# [Records from a data collection]
_ _ _ _ _

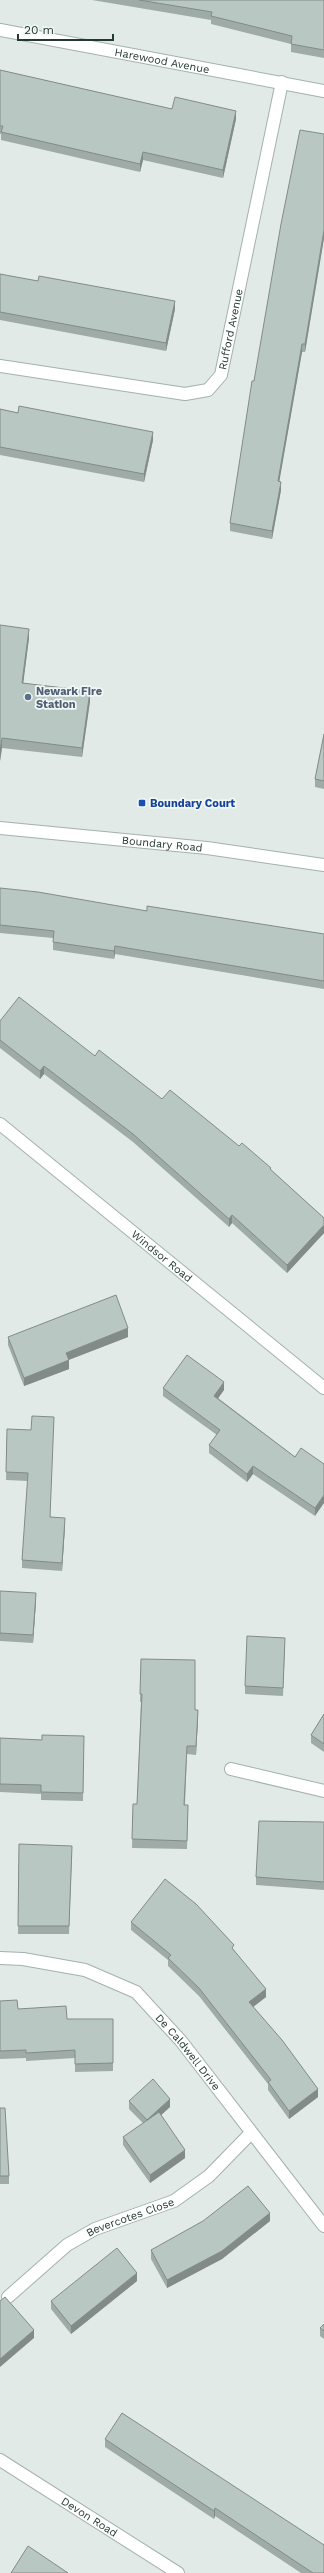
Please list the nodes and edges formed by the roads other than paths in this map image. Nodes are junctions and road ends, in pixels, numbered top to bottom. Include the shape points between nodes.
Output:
1 (0, 30) edge
2 (282, 82) junction
3 (324, 91) edge
4 (0, 366) edge
5 (0, 828) edge
6 (324, 865) edge
7 (0, 1124) edge
8 (324, 1388) edge
9 (231, 1769) dead end
10 (324, 1791) edge
11 (0, 1958) edge
12 (250, 2134) junction
13 (324, 2226) edge
14 (8, 2297) dead end
15 (0, 2460) edge
16 (178, 2573) edge

1 - 2 street, Harewood Avenue
2 - 3 street, Harewood Avenue
2 - 4 street, Rufford Avenue via 221,375 208,390 185,394
5 - 6 street, Boundary Road via 207,848
7 - 8 street, Windsor Road
9 - 10 street
11 - 12 street, De Caldwell Drive via 85,1970 136,1992 181,2041
12 - 13 street, De Caldwell Drive
12 - 14 street, Bevercotes Close via 209,2176 174,2202 95,2229 67,2245
15 - 16 street, Devon Road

_ _ _ _ _

# [Problem statement]
Here the job is to print all the entries above exactly, minus the images.

# [Answer to this problem]
Please list the nodes and edges formed by the roads other than paths in this map image. Nodes are junctions and road ends, in pixels, numbered top to bottom. Include the shape points between nodes.
Output:
1 (0, 30) edge
2 (282, 82) junction
3 (324, 91) edge
4 (0, 366) edge
5 (0, 828) edge
6 (324, 865) edge
7 (0, 1124) edge
8 (324, 1388) edge
9 (231, 1769) dead end
10 (324, 1791) edge
11 (0, 1958) edge
12 (250, 2134) junction
13 (324, 2226) edge
14 (8, 2297) dead end
15 (0, 2460) edge
16 (178, 2573) edge

1 - 2 street, Harewood Avenue
2 - 3 street, Harewood Avenue
2 - 4 street, Rufford Avenue via 221,375 208,390 185,394
5 - 6 street, Boundary Road via 207,848
7 - 8 street, Windsor Road
9 - 10 street
11 - 12 street, De Caldwell Drive via 85,1970 136,1992 181,2041
12 - 13 street, De Caldwell Drive
12 - 14 street, Bevercotes Close via 209,2176 174,2202 95,2229 67,2245
15 - 16 street, Devon Road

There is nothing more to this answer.